The United Auto Workers claimed a narrow victory Wednesday night in a unionization vote at an electric vehicle battery plant in Hardin County, though the election’s outcome remains uncertain because dozens of ballots have been challenged.
A spokesperson for BlueOval SK told the Lantern that workers voted 526-515 in favor of being represented by the union but that 41 challenged ballots had yet to be tabulated, enough votes to potentially change the outcome.
The National Labor Relations Board confirmed the tally Thursday morning and said the challenged ballots “are sufficient to affect the results of the election.”
In an emailed statement, the Detroit-based union claimed a “hard-fought victory” and “a major step forward for workers who stood up against intense company opposition and chose to join the UAW.”
Results from the NLRB:
- Total number of eligible voters: 1,249
- Void ballots: 1
- Votes for union: 526
- Votes against representation: 515
- Total valid votes cast: 1,041
- Challenged ballots: 41
- Total valid votes counted plus challenged ballots: 1,082
The challenged ballots are sufficient to affect the results of the election.
The union said the challenged ballots were “illegitimate” and represented “nothing more than an employer tactic to flood the unit and undermine the outcome.”
“We will fight these challenges to defend the democratic choices of these workers, as we always do when corporations try to interfere with workers’ democratic choice,” the UAW wrote. “The challenged ballots are not part of the group of workers who built their union from the bottom up. They deserve to have their own union, in an appropriate bargaining unit with a representative of their own choosing.”

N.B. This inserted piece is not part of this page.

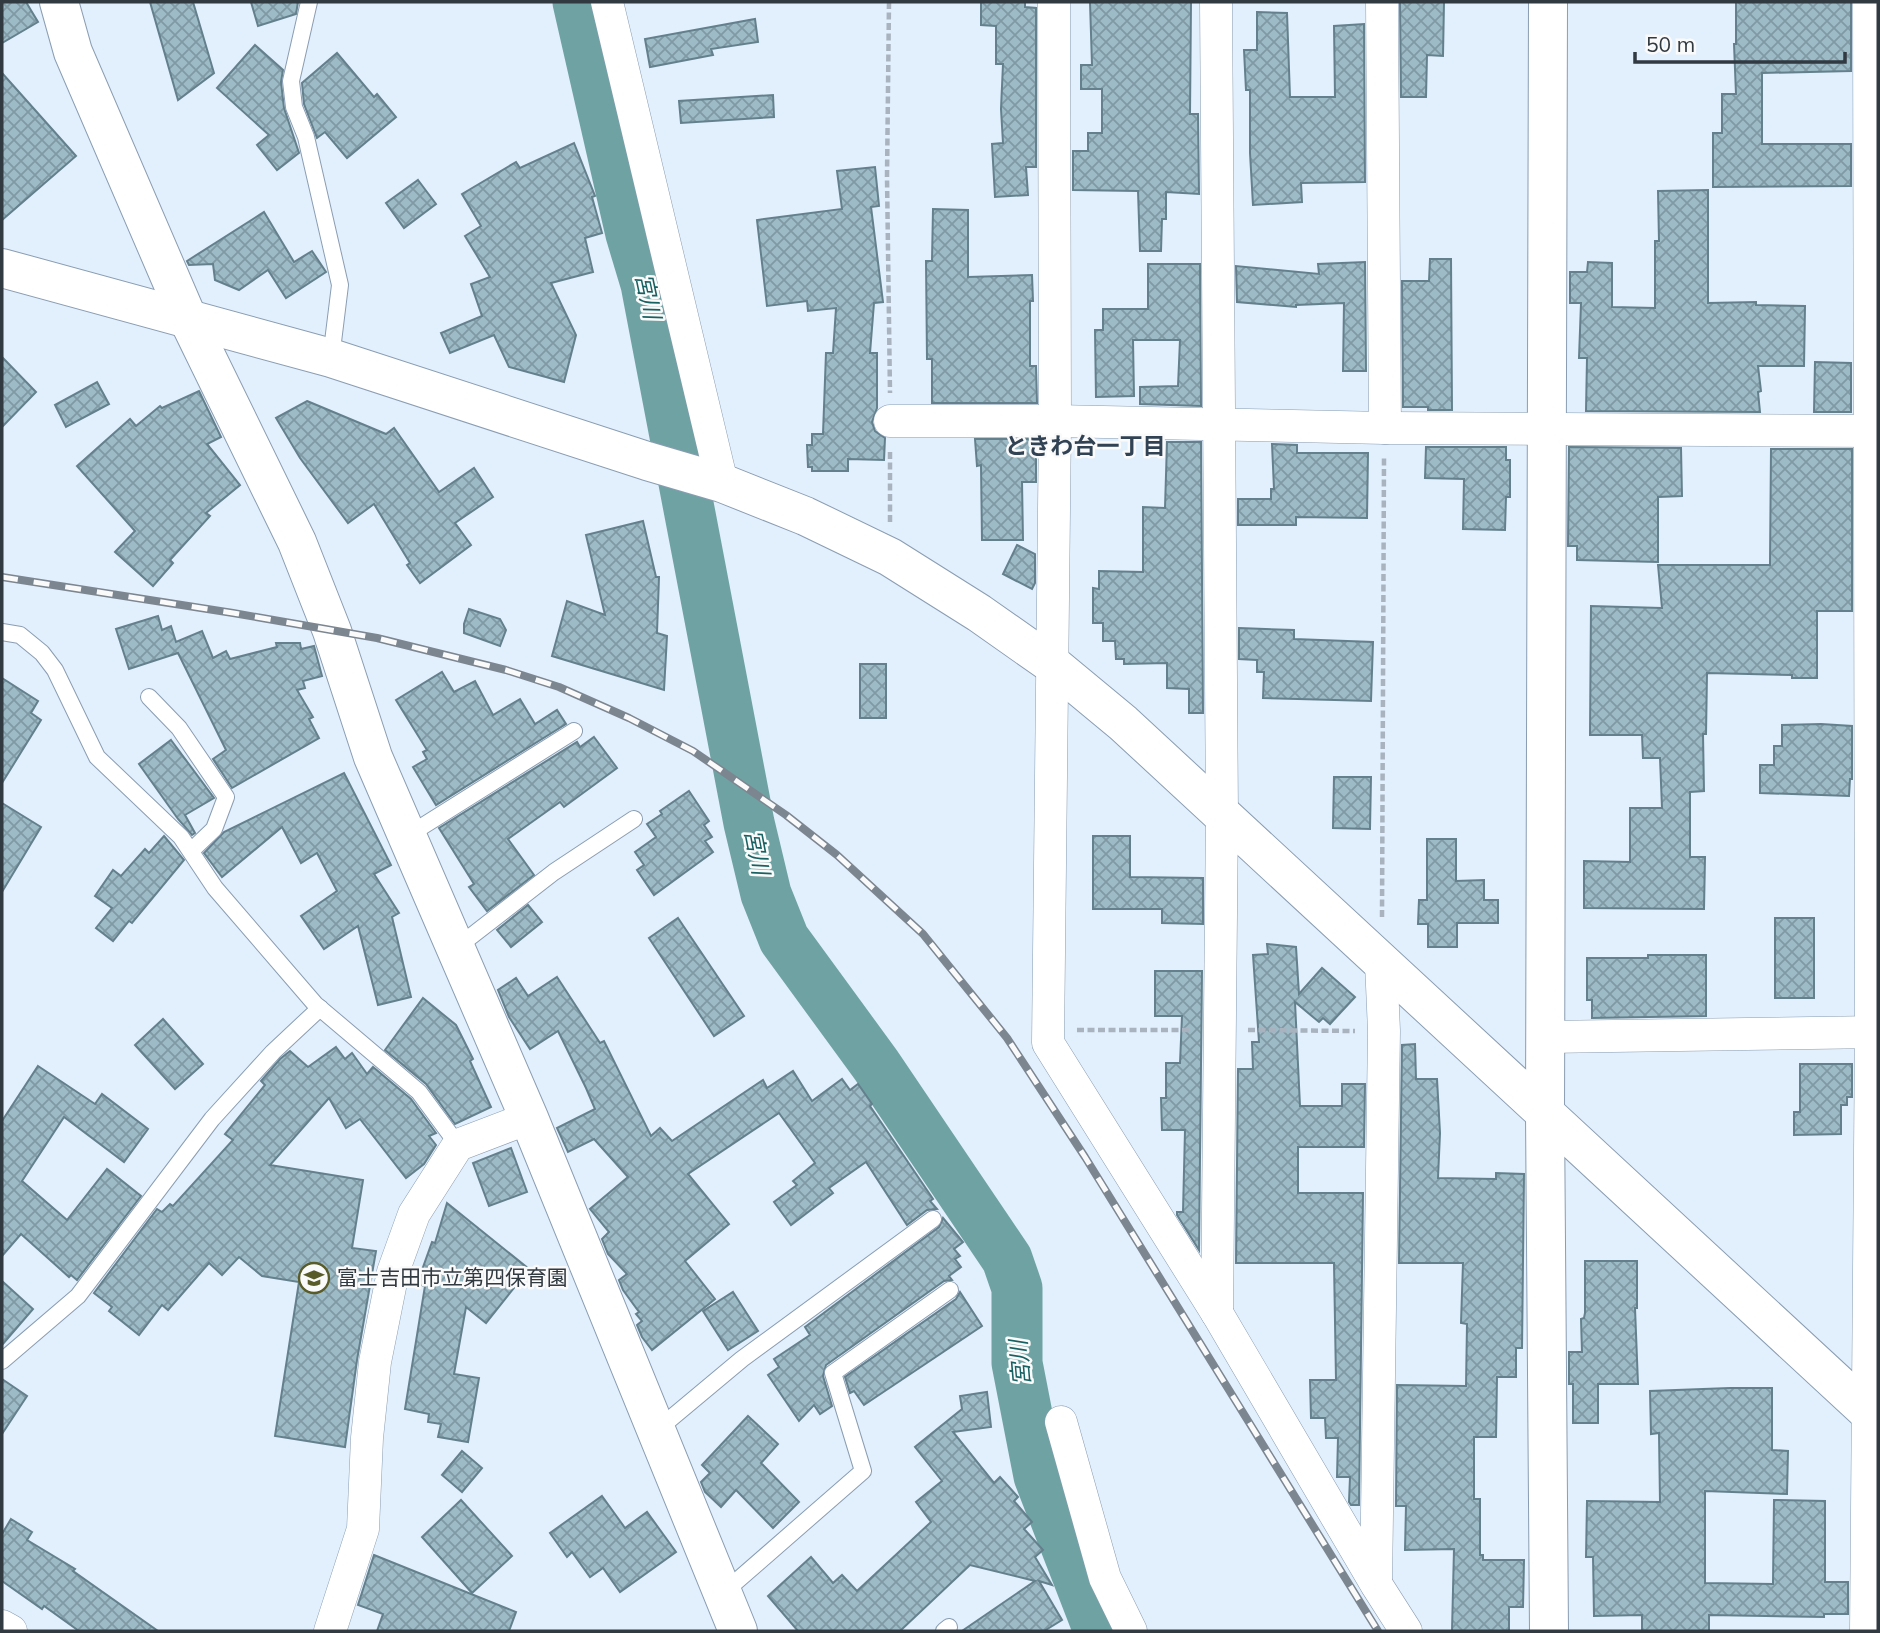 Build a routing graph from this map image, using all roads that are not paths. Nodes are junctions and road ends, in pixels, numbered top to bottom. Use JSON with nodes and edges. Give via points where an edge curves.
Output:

The union in its statement, issued shortly before midnight, called on Ford Motor Co. to “acknowledge the democratic decision of its workforce” and “drop their anti-democratic effort to undermine the outcome of the election.” BlueOval SK, a massive complex along Interstate 65 in Glendale, is a joint venture between Ford Motor Co. and South Korea-based SK On.
Mallory Cooke, a spokesperson for BlueOval SK, in a statement said the outcome of the election would depend on the National Labor Relations Board’s decision of whether the challenged ballots will be counted.
“BlueOval SK will urge the board to count each eligible vote because every voice matters,” Cooke said. “We remain focused on the safety and wellbeing of our team and our commitment to build best-in-class batteries together!”
The preliminary vote must be certified by the National Labor Relations Board to become official. The agency fields and reviews potential objections to ballots and election conduct before certifying the result.
The votes cast over Tuesday and Wednesday culminated a nine-month campaign by the UAW to unionize the electric vehicle battery manufacturing complex, which began production last week. State officials previously described the complex as the “single-largest economic development investment in state history” that would employ 5,000 people when a second planned plant becomes operational.
If the UAW is successful in the election, it would mark another victory for the union after successfully organizing other electric vehicle battery plants including most recently in Indiana. The UAW’s efforts are part of its broader push to unionize electric vehicle battery plants across the country, although organizing in the South has been more challenging.
Tensions had flared leading up to the election between the UAW and the BlueOval SK over workplace safety issues, and the union called on the National Labor Relations Board last month to investigate what it alleged was a “scorched-earth” anti-union campaign by BlueOval SK. The company had denied assertions from workers about workplace safety and had dismissed the UAW’s call for an investigation as a “dishonest tactic.”